▶ Aim of the task
Only one portion of the data is to be written out: from the line bearing "thumb mcp: (772, 491)" through the line bearing "index tip: (993, 539)". Write it exactly as it appears.

(Pixel coordinate listings)

☆ ☆ ☆ ☆ ☆

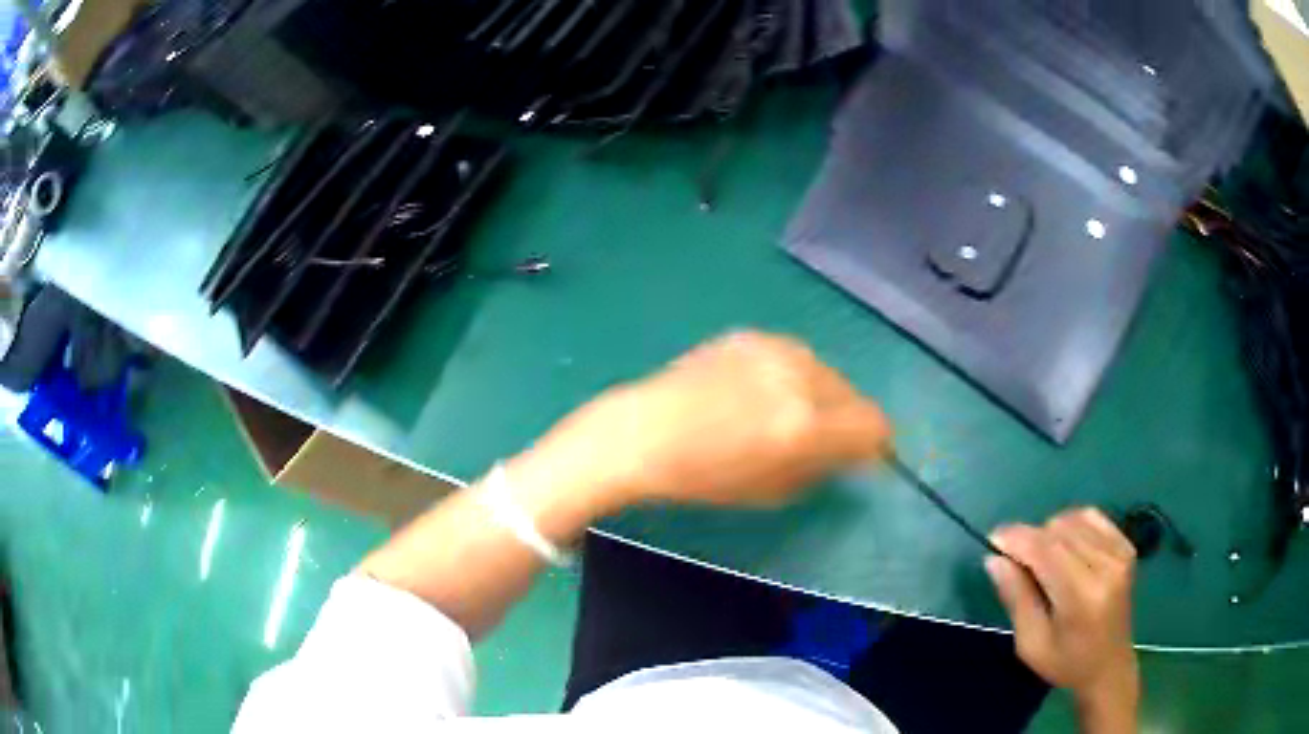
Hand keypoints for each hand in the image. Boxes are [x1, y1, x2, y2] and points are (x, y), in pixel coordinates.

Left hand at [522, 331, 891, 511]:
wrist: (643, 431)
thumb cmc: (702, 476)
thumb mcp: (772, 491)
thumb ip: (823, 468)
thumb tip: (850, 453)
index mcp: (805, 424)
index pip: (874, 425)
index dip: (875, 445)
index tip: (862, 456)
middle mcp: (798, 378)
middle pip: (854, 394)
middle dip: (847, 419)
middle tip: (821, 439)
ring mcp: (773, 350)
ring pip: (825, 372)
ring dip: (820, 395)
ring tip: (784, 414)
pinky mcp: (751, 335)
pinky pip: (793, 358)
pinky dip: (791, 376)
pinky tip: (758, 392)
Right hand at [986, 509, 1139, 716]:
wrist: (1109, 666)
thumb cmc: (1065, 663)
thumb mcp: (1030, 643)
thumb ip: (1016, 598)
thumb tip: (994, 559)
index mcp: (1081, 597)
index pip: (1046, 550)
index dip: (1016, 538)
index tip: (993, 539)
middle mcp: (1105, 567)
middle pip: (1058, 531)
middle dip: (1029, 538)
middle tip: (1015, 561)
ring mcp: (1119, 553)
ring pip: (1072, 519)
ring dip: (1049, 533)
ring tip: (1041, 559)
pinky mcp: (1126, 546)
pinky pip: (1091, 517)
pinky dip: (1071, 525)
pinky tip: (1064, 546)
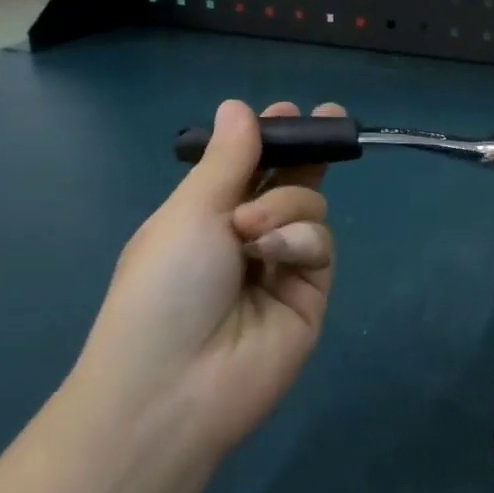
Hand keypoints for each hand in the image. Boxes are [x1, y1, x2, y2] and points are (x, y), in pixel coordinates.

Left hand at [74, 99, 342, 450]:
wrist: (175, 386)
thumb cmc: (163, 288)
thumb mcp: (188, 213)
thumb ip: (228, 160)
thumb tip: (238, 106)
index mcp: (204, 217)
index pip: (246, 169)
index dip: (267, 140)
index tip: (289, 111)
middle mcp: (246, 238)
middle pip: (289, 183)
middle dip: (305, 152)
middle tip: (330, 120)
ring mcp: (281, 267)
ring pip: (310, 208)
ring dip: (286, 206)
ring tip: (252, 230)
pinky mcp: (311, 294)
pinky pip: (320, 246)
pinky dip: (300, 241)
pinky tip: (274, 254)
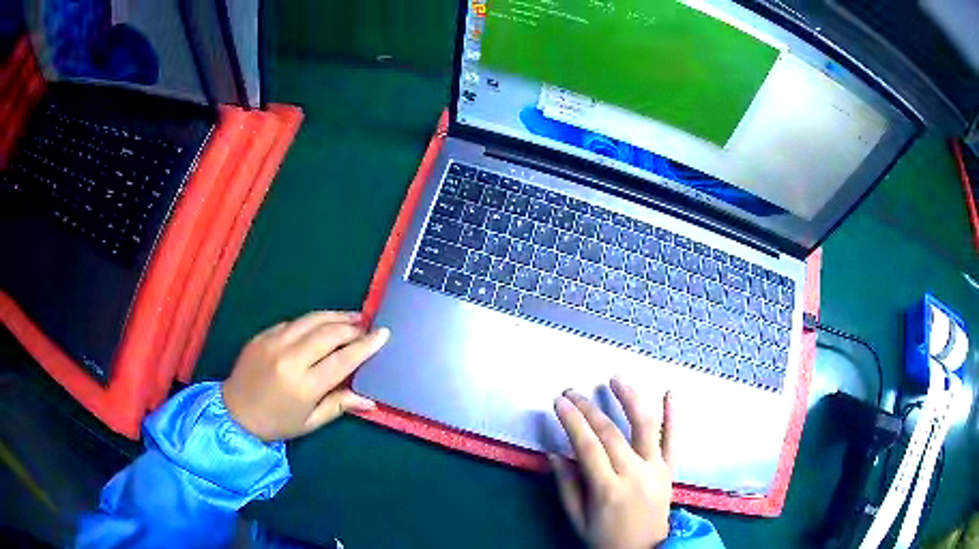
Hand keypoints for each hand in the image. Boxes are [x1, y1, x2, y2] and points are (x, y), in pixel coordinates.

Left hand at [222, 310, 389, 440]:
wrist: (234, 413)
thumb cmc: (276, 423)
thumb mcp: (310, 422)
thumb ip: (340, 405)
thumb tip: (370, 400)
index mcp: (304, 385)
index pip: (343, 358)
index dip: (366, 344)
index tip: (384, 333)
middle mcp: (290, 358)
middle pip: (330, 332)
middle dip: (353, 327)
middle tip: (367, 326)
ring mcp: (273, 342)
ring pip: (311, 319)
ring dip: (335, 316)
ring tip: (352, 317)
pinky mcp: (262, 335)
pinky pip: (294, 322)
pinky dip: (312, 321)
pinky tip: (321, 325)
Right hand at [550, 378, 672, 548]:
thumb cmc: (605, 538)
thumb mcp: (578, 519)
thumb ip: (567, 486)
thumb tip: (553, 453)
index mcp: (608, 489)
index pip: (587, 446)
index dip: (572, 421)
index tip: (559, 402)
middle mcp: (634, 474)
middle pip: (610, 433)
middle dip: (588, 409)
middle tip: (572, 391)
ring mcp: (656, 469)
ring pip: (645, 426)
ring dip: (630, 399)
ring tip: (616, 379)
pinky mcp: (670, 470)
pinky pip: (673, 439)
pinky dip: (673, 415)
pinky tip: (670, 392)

☆ ☆ ☆ ☆ ☆

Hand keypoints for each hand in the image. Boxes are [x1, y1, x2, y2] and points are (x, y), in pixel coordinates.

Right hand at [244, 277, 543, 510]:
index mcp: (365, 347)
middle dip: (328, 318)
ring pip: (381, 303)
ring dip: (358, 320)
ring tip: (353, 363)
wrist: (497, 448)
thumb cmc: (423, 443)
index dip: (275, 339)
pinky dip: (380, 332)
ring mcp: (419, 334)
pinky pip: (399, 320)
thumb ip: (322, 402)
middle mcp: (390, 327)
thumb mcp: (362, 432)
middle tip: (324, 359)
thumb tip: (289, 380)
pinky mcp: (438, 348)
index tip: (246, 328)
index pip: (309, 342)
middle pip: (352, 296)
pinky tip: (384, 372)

☆ ☆ ☆ ☆ ☆

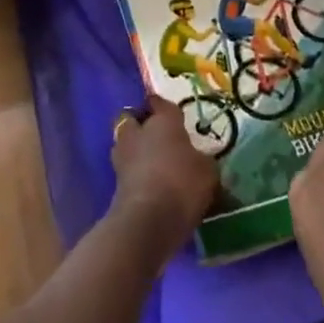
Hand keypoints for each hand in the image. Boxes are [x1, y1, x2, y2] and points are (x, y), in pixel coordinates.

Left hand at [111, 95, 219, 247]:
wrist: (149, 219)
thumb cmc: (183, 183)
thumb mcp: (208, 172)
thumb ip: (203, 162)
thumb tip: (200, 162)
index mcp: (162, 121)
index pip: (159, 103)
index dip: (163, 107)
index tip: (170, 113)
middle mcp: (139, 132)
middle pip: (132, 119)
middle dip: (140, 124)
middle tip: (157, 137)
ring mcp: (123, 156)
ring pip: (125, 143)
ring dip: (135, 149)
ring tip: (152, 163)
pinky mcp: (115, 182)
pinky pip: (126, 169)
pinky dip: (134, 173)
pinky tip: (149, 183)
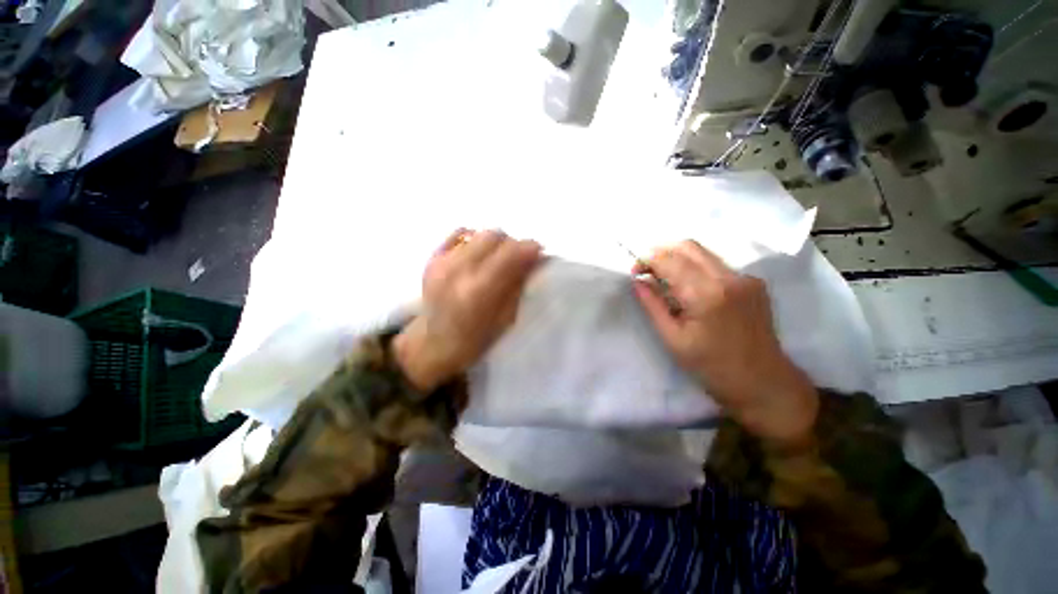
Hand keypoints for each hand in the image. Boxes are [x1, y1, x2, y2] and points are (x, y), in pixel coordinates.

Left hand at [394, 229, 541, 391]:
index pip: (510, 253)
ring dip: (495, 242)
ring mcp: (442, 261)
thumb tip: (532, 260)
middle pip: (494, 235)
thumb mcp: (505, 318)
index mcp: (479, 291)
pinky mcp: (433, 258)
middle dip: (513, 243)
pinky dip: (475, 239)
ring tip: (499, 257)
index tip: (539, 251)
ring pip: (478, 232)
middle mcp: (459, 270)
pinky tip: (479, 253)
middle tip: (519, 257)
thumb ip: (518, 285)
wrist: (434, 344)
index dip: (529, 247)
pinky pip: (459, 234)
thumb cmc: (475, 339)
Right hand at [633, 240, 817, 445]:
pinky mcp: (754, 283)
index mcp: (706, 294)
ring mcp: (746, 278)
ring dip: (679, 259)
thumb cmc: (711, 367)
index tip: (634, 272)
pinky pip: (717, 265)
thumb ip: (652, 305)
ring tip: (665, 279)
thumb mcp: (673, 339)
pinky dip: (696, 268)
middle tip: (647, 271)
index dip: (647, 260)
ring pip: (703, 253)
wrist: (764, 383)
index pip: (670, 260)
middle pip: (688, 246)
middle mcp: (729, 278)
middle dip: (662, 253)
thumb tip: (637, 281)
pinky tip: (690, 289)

☆ ☆ ☆ ☆ ☆

▶ Response to this exercise
thumb mcp: (772, 491)
thumb ip: (823, 468)
thumb tip: (850, 453)
index mcp: (805, 424)
index pip: (874, 425)
index dip: (875, 445)
index tip: (862, 456)
middle mcp: (798, 378)
middle pip: (854, 394)
middle dip: (847, 419)
middle tip: (821, 439)
ring mcp: (773, 350)
ring pip: (825, 372)
ring dip: (820, 395)
ring tip: (784, 414)
pinky mcp: (751, 335)
pinky pip: (793, 358)
pinky dip: (791, 376)
pinky tip: (758, 392)
Right hand at [986, 509, 1139, 716]:
wrist: (1109, 666)
thumb cmc: (1065, 663)
thumb mcp: (1030, 643)
thumb ip: (1016, 598)
thumb tip: (994, 559)
index mcp: (1081, 597)
index pip: (1046, 550)
index dip: (1016, 538)
index tip: (993, 539)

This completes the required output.